Driver Initialization

C

// Initialize GDS driver (once per process)
CUfileError_t status = cuFileDriverOpen();
if (status.err != CU_FILE_SUCCESS) {
    fprintf(stderr, "cuFile driver init failed: %d\n", status.err);
    return -1;
}

// Get driver properties
CUfileDrvProps_t props;
cuFileDriverGetProperties(&props);
printf("Max direct I/O size: %zu\n", props.max_direct_io_size);
printf("Required alignment: %zu\n", props.max_device_cache_size);

// Cleanup (at process exit)
cuFileDriverClose();

File Handle Registration

C

// Open file with O_DIRECT (required for GDS)
int fd = open(filename, O_RDWR | O_DIRECT);
if (fd < 0) {
    perror("open failed");
    return -1;
}

// Register file with cuFile
CUfileDescr_t descr;
CUfileHandle_t handle;
memset(&descr, 0, sizeof(descr));
descr.handle.fd = fd;
descr.type = CU_FILE_HANDLE_TYPE_OPAQUE_FD;

status = cuFileHandleRegister(&handle, &descr);
if (status.err != CU_FILE_SUCCESS) {
    fprintf(stderr, "Handle registration failed: %d\n", status.err);
    close(fd);
    return -1;
}

// Use handle for I/O...

// Deregister when done
cuFileHandleDeregister(handle);
close(fd);

Key Requirements

File must be opened with O_DIRECT flag
I/O offset and size must be aligned (typically 4KB)
GPU buffer must be registered before use
Driver must be initialized before any API calls

2

cuFileRead/Write API

Synchronous Read

C

// Read directly into GPU memory
ssize_t bytes_read = cuFileRead(
    handle,           // CUfileHandle_t from registration
    gpu_buffer,       // Device pointer (GPU memory)
    size,             // Number of bytes to read
    file_offset,      // Offset in file (must be aligned)
    buffer_offset     // Offset in GPU buffer
);

if (bytes_read < 0) {
    fprintf(stderr, "cuFileRead error: %zd\n", bytes_read);
} else {
    printf("Read %zd bytes to GPU\n", bytes_read);
}

Synchronous Write

C

// Write directly from GPU memory
ssize_t bytes_written = cuFileWrite(
    handle,           // CUfileHandle_t
    gpu_buffer,       // Device pointer (source)
    size,             // Number of bytes to write
    file_offset,      // Offset in file (must be aligned)
    buffer_offset     // Offset in GPU buffer
);

if (bytes_written < 0) {
    fprintf(stderr, "cuFileWrite error: %zd\n", bytes_written);
}

Alignment Requirements

Parameter	Alignment	Notes
`file_offset`	4KB (4096 bytes)	Must be multiple of filesystem block size
`size`	4KB (4096 bytes)	Except for last read at EOF
`gpu_buffer`	256 bytes	cudaMalloc provides 256-byte alignment
`buffer_offset`	4 bytes	Must be 4-byte aligned

3

Batch I/O Operations

When to Use Batch I/O Batch operations amortize API overhead and enable the driver to optimize I/O scheduling.

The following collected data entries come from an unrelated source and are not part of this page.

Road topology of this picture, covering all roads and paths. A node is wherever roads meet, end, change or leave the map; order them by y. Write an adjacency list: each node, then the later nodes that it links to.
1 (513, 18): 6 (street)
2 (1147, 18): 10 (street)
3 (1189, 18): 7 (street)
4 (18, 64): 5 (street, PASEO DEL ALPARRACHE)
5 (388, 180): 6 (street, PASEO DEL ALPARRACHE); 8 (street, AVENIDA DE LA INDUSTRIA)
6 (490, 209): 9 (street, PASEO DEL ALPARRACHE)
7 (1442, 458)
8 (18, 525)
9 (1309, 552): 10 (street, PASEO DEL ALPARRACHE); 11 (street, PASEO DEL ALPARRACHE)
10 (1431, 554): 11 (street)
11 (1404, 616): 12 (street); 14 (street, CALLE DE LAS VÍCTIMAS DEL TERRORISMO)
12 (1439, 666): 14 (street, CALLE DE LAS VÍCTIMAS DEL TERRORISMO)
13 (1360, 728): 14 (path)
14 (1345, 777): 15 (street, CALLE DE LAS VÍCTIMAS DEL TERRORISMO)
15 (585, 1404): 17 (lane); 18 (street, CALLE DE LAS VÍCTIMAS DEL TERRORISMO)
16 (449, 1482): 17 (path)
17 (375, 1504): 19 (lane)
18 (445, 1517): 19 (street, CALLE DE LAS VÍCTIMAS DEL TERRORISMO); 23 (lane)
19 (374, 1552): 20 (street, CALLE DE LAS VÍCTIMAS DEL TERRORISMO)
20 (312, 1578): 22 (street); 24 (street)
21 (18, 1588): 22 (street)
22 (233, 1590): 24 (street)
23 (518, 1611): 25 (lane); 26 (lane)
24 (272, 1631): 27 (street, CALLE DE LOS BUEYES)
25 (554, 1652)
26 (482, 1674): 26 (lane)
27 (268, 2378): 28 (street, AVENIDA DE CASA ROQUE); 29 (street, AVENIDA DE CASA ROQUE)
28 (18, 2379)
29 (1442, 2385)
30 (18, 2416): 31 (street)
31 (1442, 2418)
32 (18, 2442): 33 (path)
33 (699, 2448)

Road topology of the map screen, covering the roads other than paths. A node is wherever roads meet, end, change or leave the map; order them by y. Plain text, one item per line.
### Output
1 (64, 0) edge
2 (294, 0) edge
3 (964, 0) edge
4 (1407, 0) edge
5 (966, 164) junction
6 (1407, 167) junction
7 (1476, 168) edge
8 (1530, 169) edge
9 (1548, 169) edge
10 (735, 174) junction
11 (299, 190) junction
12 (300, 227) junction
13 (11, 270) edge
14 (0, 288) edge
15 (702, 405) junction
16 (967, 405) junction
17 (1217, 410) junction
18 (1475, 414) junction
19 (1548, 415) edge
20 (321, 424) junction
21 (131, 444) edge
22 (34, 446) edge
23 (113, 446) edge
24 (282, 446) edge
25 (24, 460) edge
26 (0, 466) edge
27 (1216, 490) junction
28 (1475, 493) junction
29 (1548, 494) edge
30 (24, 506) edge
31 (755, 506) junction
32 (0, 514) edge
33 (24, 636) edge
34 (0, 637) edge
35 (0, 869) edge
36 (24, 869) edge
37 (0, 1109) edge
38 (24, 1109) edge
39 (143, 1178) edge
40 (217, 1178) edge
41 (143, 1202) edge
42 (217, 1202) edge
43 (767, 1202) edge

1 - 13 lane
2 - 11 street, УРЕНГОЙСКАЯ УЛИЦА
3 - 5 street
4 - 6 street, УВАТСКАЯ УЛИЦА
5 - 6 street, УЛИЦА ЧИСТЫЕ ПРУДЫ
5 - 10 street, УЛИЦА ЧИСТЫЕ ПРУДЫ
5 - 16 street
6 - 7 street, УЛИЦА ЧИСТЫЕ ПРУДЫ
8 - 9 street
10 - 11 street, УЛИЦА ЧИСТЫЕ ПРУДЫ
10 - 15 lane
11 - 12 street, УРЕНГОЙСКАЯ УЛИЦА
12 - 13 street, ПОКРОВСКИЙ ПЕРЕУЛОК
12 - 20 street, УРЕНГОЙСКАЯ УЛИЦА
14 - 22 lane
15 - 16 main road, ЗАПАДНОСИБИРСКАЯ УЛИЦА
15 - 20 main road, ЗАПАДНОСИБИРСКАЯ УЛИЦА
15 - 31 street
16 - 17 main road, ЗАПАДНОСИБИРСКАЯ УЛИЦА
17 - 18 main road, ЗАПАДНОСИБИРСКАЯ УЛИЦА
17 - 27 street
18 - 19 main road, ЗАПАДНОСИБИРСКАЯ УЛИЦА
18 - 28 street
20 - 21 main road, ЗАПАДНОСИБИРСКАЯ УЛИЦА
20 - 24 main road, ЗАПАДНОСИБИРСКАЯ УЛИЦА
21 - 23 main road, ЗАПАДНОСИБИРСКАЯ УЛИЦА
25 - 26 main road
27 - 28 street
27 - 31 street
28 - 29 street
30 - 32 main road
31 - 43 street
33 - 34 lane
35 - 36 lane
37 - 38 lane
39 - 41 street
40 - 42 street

Use for multiple small reads or writes.

Batch Read Example

C

#define BATCH_SIZE 16

// Prepare batch I/O entries
CUfileIOParams_t io_params[BATCH_SIZE];
CUfileIOEvents_t io_events[BATCH_SIZE];

for (int i = 0; i < BATCH_SIZE; i++) {
    io_params[i].mode = CUFILE_BATCH;
    io_params[i].fh = handle;
    io_params[i].u.batch.devPtr_base = gpu_buffer;
    io_params[i].u.batch.devPtr_offset = i * CHUNK_SIZE;
    io_params[i].u.batch.file_offset = i * CHUNK_SIZE;
    io_params[i].u.batch.size = CHUNK_SIZE;
    io_params[i].opcode = CUFILE_READ;
}

// Submit batch
CUfileBatchHandle_t batch_handle;
cuFileBatchIOSetUp(&batch_handle, BATCH_SIZE);
cuFileBatchIOSubmit(batch_handle, BATCH_SIZE, io_params, 0);

// Wait for completion
unsigned nr_completed = 0;
while (nr_completed < BATCH_SIZE) {
    int n = cuFileBatchIOGetStatus(batch_handle, BATCH_SIZE, 
                                   &nr_completed, io_events, NULL);
}

// Check results
for (int i = 0; i < BATCH_SIZE; i++) {
    if (io_events[i].status != CUFILE_COMPLETE) {
        fprintf(stderr, "Batch entry %d failed\n", i);
    }
}

cuFileBatchIODestroy(batch_handle);

Batch Performance Guidelines

Batch Size	Overhead	Best For
1-4	High per-I/O	Not recommended for batch
8-32	Moderate	General purpose, random I/O
64-128	Low	High-throughput streaming
>256	Diminishing returns	May increase latency

4

Buffer Registration

GPU Buffer Registration

C

// Allocate GPU memory
void* gpu_buffer;
cudaMalloc(&gpu_buffer, buffer_size);

// Register buffer with cuFile for optimal DMA
status = cuFileBufRegister(gpu_buffer, buffer_size, 0);
if (status.err != CU_FILE_SUCCESS) {
    fprintf(stderr, "Buffer registration failed: %d\n", status.err);
}

// Use buffer for I/O operations...

// Deregister before freeing
cuFileBufDeregister(gpu_buffer);
cudaFree(gpu_buffer);

⚠️ Important Buffer registration pins GPU memory and creates DMA mappings. This has overhead, so:

Register buffers once, reuse for many I/O operations
Don't register/deregister in hot loops
Registration limit varies by GPU (check max_device_cache_size)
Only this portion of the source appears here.